The other day I went to pick the little ones up at the park. I had taken Child 2 to gymnastics. Child 1 had baseball practice (unexpected I might add...that seems to happen alot). So Mark took the kids to the park next to the ballfield. I drove out to pick them up so I could get them home for dinner and bed. It took me a bit to figure out where to park. Even so, I ended up parking a little bit away from where they were playing. So they started the short walk to me. I was watching Mark hang Child 4 upside down as he squealed with delight. Then in a blink of an eye, Child 3 ran up, threw her arms around me, and yelled "Mama" like we hadn't seen each other in days. And in that moment, I thought, "We have arrived." She knows who I am, pure and simple.
Later that night as I pondered all of this, I was flipping through the tv channels. I like to have background noise as I do things on the computer. I happened upon an episode of True Life on MTV. I am not typically an MTV watcher, but for some reason this show captured my attention. For those who don't know, True Life is like a little reality show. There is usually a theme (some more serious and others a bit bizarre). Cameramen follow three different people as they face certain situations.
This theme was "I'm Looking For My Sibling". One person in particular caught my eye. It was a dark haired young girl meeting with her birthfamily for the first time. I caught only the end (and hope to find the whole episode soon) of it, but basically this young lady had been adopted from Guatemala early in life. She had a twin sister living in Guatemala who she had searched for. The moment I caught though she was meeting her birthmother for the first time. And her birthmother stood there and cried, telling the girl that she wanted her to know that she just hadn't been able to care for both girls, that she was not playing favorites, and that she did what she felt she had to do. The girl responded (via translator) that she harbored no ill feelings, that she was thankful for the life her birthmother had given her because she had a good life. In the background...the girl's American adoptive mom. And of course I cried.
I forget sometimes about the whole adoption thing. Our kids are just part of us. Yet there is a chance that someday I will be the lady in the background watching as our daughter embraces her own birthmother (I have contemplated searching for her but am on the fence about that). I don't know if she will thank her birthmother or feel resentment toward me for bringing her here. I just don't know. I just pray that either way, I will have the right words to say and that I will just continue to love her for who she is. I hope the same for our son (who actually has a half brother also adopted living in the US).

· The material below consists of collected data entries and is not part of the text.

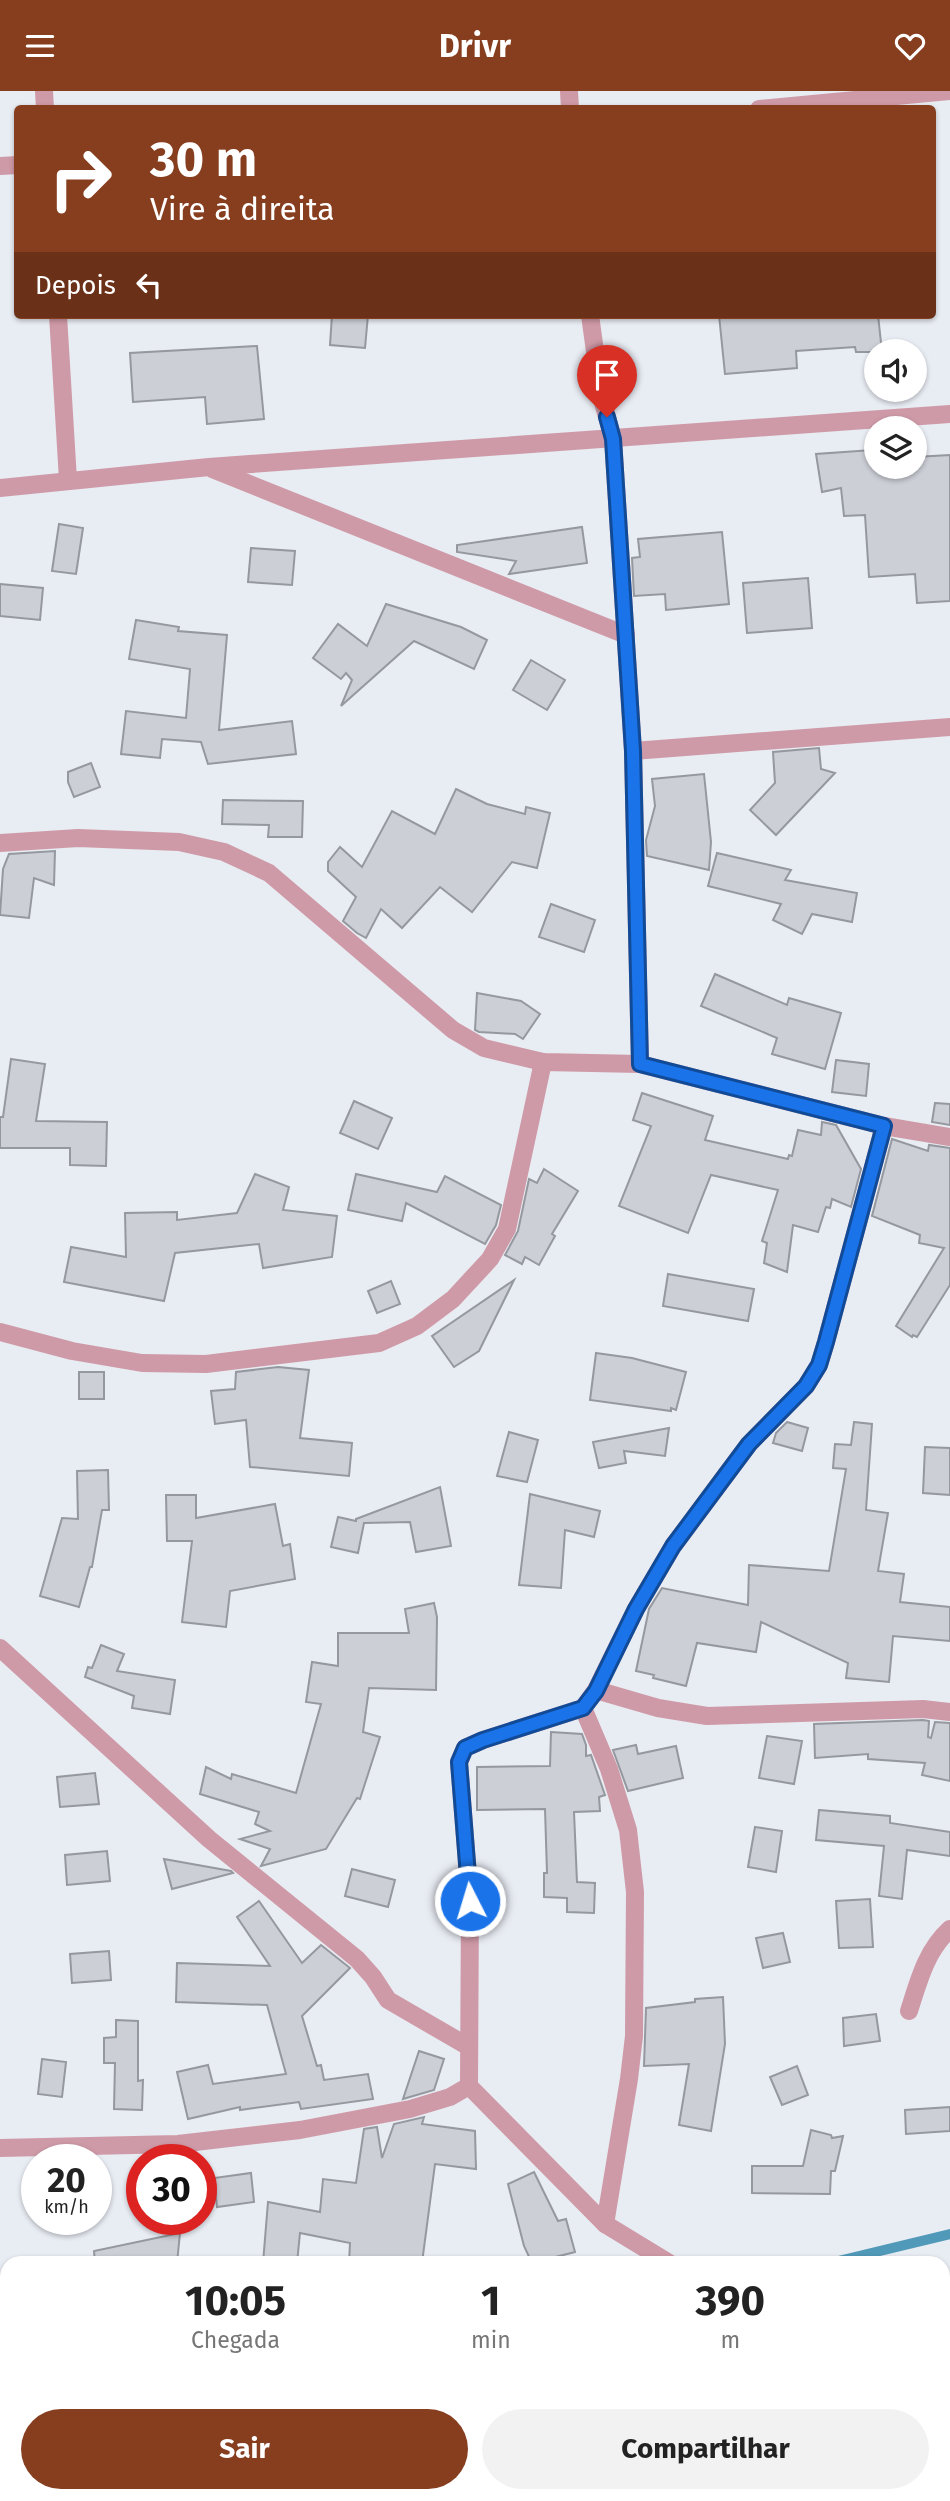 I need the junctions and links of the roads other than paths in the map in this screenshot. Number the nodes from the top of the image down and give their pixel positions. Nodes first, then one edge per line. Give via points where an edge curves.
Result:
1 (950, 92) edge
2 (804, 105) edge
3 (58, 319) edge
4 (591, 319) edge
5 (950, 414) edge
6 (613, 439) junction
7 (209, 467) junction
8 (68, 480) junction
9 (0, 488) edge
10 (626, 635) junction
11 (950, 727) edge
12 (633, 751) junction
13 (0, 843) edge
14 (543, 1062) junction
15 (640, 1064) junction
16 (884, 1126) junction
17 (950, 1137) edge
18 (0, 1332) edge
19 (0, 1648) edge
20 (596, 1691) junction
21 (583, 1708) junction
22 (950, 1712) edge
23 (950, 1929) edge
24 (909, 2011) dead end
25 (469, 2047) junction
26 (469, 2086) junction
27 (0, 2148) edge
28 (605, 2224) junction
29 (658, 2256) edge

1 - 2 street
3 - 8 street
4 - 6 street via 601,395
5 - 6 street
6 - 7 street
6 - 10 street
7 - 8 street
7 - 10 street
8 - 9 street
10 - 12 street
11 - 12 street
12 - 15 street
13 - 14 street via 78,838 179,842 224,852 269,873 453,1030 484,1048
14 - 15 street
14 - 18 street via 500,1245 453,1299 417,1326 379,1343 206,1364 142,1363
15 - 16 street
16 - 17 street
16 - 20 street via 819,1365 806,1386 749,1444 673,1546
19 - 25 street via 209,1839 357,1959 388,2000
20 - 21 street
20 - 22 street via 707,1716
21 - 25 street via 483,1740 465,1748 459,1762 470,1901
21 - 28 street via 628,1830 635,1892 634,2036
23 - 24 street via 925,1961
25 - 26 street
26 - 27 street via 410,2109 300,2130 178,2144
26 - 28 street
28 - 29 street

I don't really know why I felt I had to share that, it has just been running through my mind. I know adoption is scary for a lot of people. And I never expected to be an advocate for it. Five years ago this was not even a seed in my heart. But for whatever reason, God brought us here. With it comes more joy than I can ever share. They are our children and bring joy to our lives in new ways every day. And with it comes some fear...fear of the unknown. Will they one day resent us? Will they feel like something is missing from their lives? I don't know the answers. I just know I am thankful for the lessons I have learned and have yet to learn. And I am thankful...I am thankful I am the Mom. Pure and simple.